Sigo caminando y me enfrento con una fuente situada en una plaza, la de Rodrigo Botet, protegida por el hormigón del Astoria, que no deja en su empeño de descansar. El Hotel fue un símbolo en el pasado del hospedaje y de la organización de celebraciones de la alta alcurnia. No es por menospreciar, pero el Astoria, si no fuera porque la naturaleza de la plaza te priva de la imagen de su fachada, podría enclavarse como un hotel más en la ciudad de los rascacielos de la costa alicantina. Dejando a la derecha dicho Hotel, con un paso más largo, profundo y estrecho, desembocas en la calle Poeta Querol, en la que ya no quedan ni restos de las cenizas de la antigua Plaza Canalejas, que daba forma al enclave donde se sitúa el lujoso Palacio Marqués de dos Aguas, nuestra milla de oro, no por las boutiques, sino por la belleza del edificio del Marquesado. En aquella plaza un grupo de socios, encabezados por Emilio Fortis, levantaron una falla en el año 1925, quizá por la reciente ubicación en la plaza Canalejas de la sede del club, (Bajada de San Francisco, Barcelonina, Paz, y Plaza Canalejas). Aquel monumento realizado por el artista Arturo Boix, con el lema de “El león de Mestalla “, inmortalizó con humor y sátira los campeonatos de fútbol, jockey y pedestrismo conseguidos por el efecé y me hizo anhelar la búsqueda de un master en fútbol y Fallas, arduo trabajo, porque en esto de cultura festiva y deportiva, uno nunca acaba de doctorarse por mucho que se lo proponga. Ayudado por dos incombustibles, Juanjo Medina y Eduard Ramírez, trabajamos en un extenso ensayo sobre la relación del Fútbol y las Fallas en el Cap i Casal, publicado parcialmente en entregas, gracias a la oportunidad que nos brindó la revista fallera Cendra, y que próximamente verá la luz de forma completa.
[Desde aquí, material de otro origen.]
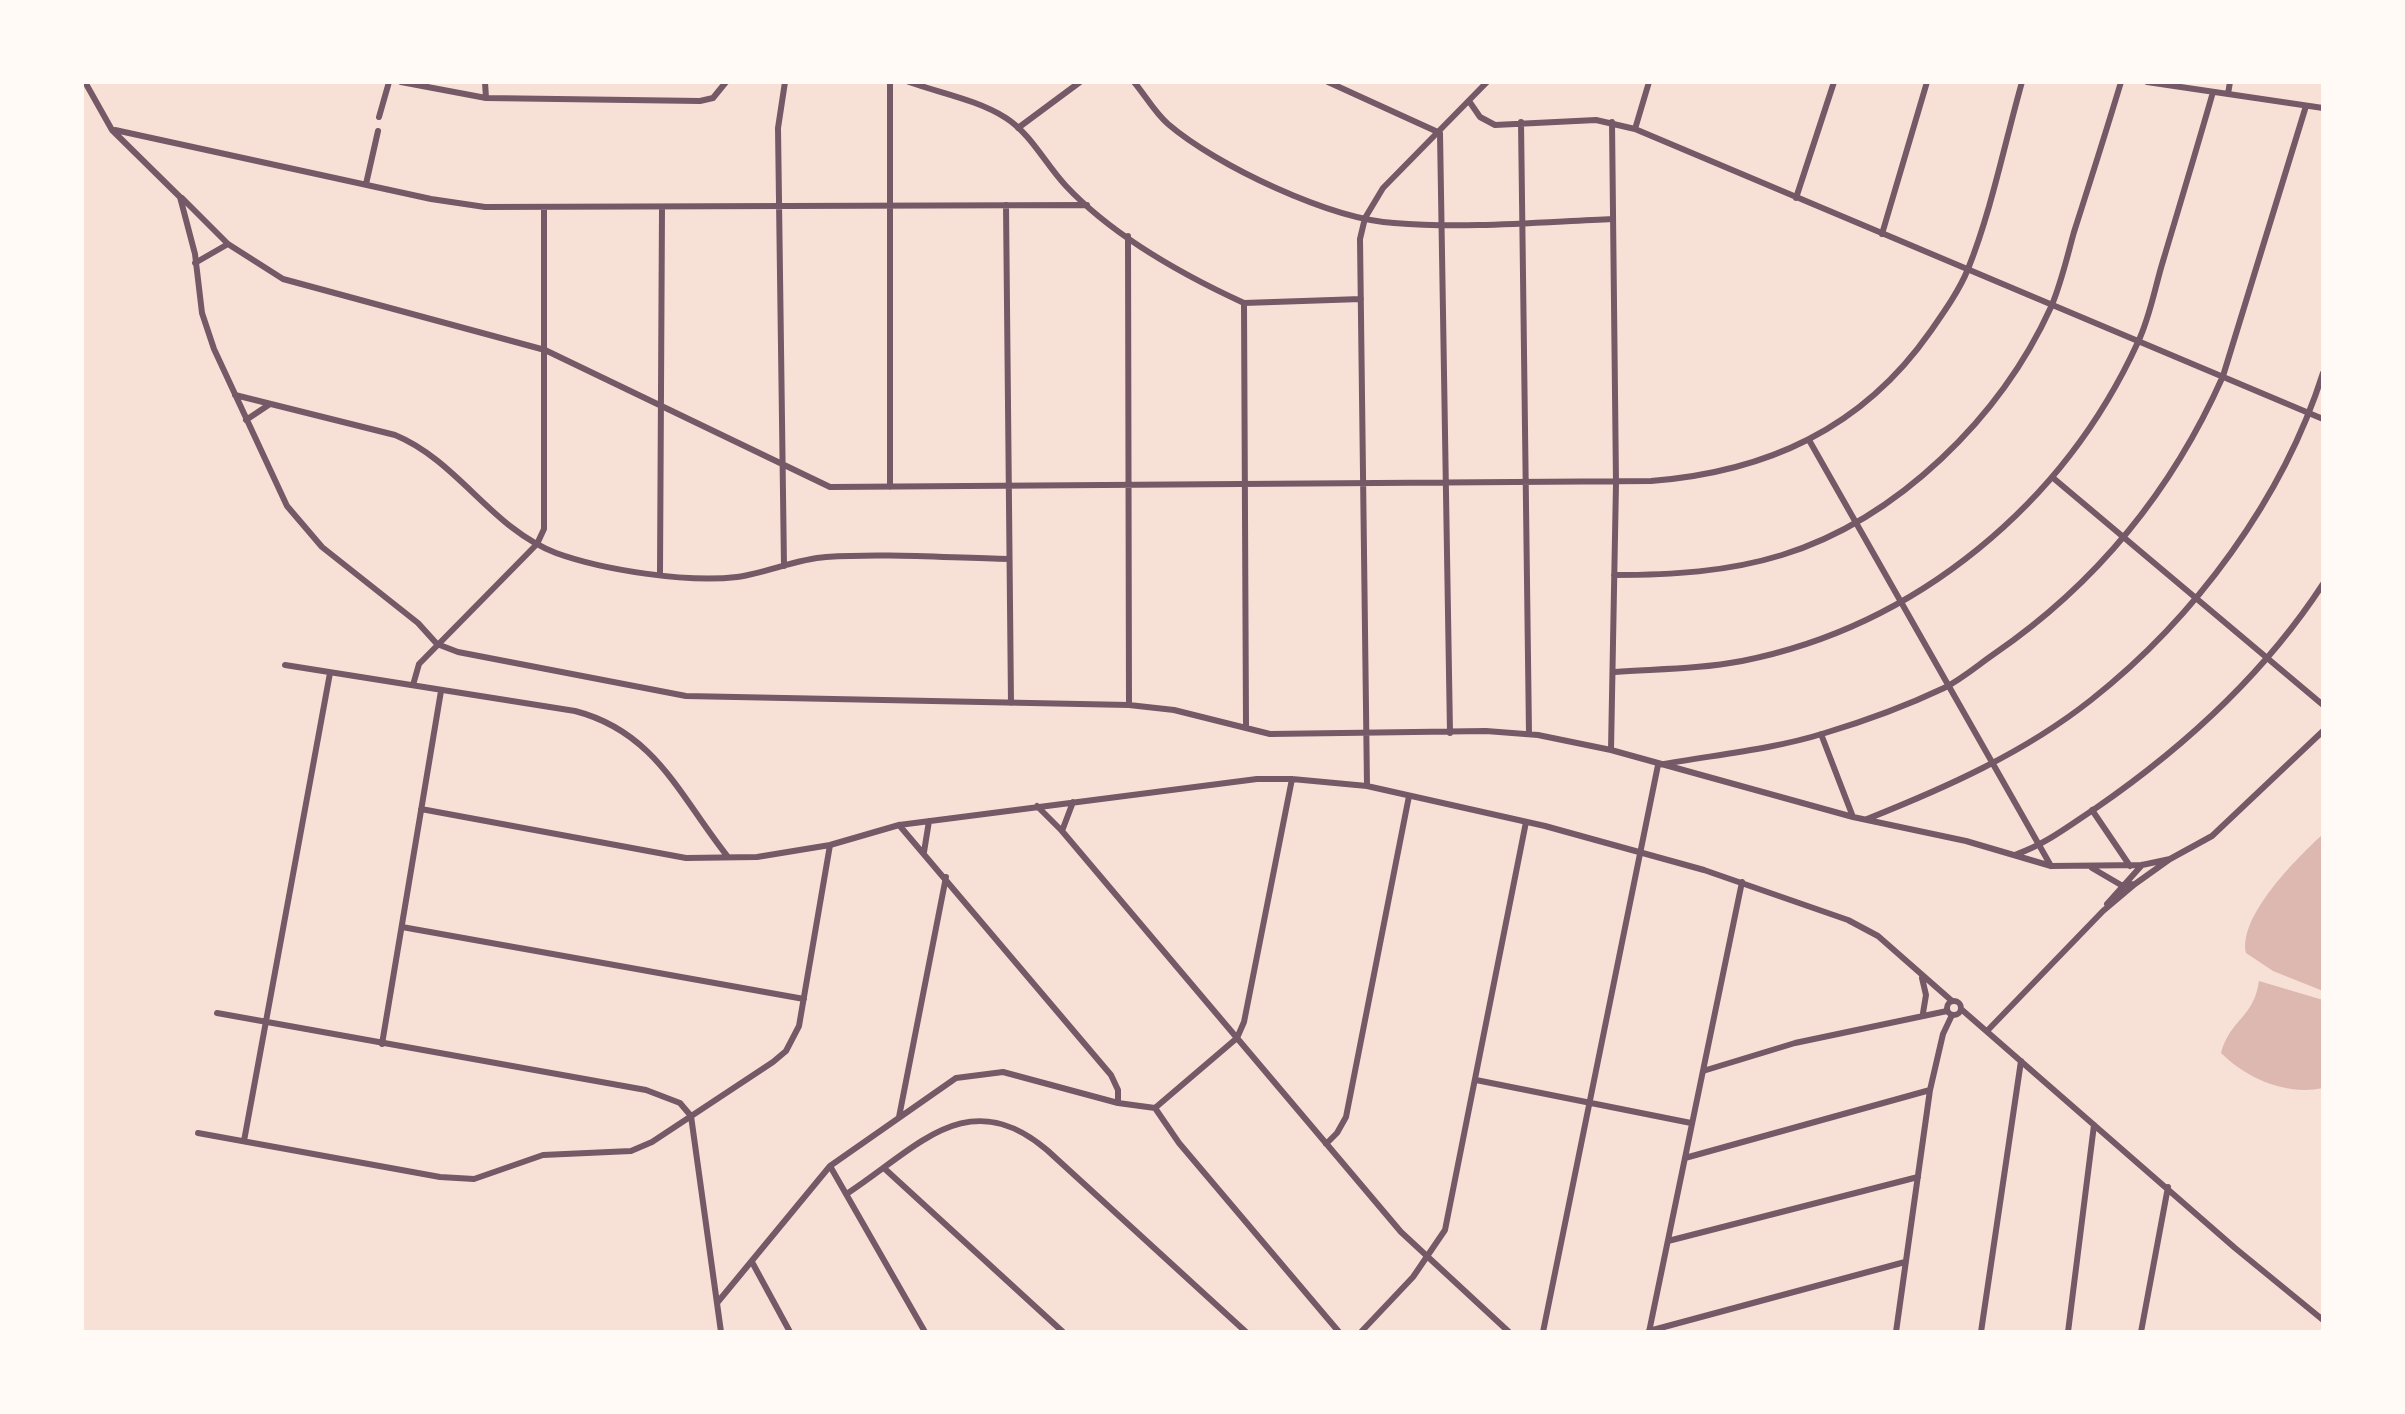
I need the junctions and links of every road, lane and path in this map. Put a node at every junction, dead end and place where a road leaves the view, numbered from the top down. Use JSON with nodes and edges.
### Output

Ese trabajo ha hecho posible que en mi particular viaje por la ruta del Torino me desviara hasta Embajador Vich, cuna del papel y la escritura gracias a la Papelería Vila. Comercio histórico que me hizo regresar al pasado caricaturizando la vida en forma de viñeta de Ángel, por Villena, y que me ha dejado este jueves en la misma puerta de un Casal fallero, el del Tío Pep, en un Forum, el de Algirós, rodeado de escenas acompañadas por Loles Ruiz, Carmen Casaní, Merchina Peris, Luis Fernández, Miguel Angel Villena, Jose Ricardo March, María José Soriano, David Latorre y Pablo Mantilla, para hablar de porqué la ciudad de Valencia es una falla monumental y su remate central es el Valencia CF. Desde ese día en mi ruta está incluido el carrer del Embajador Vich.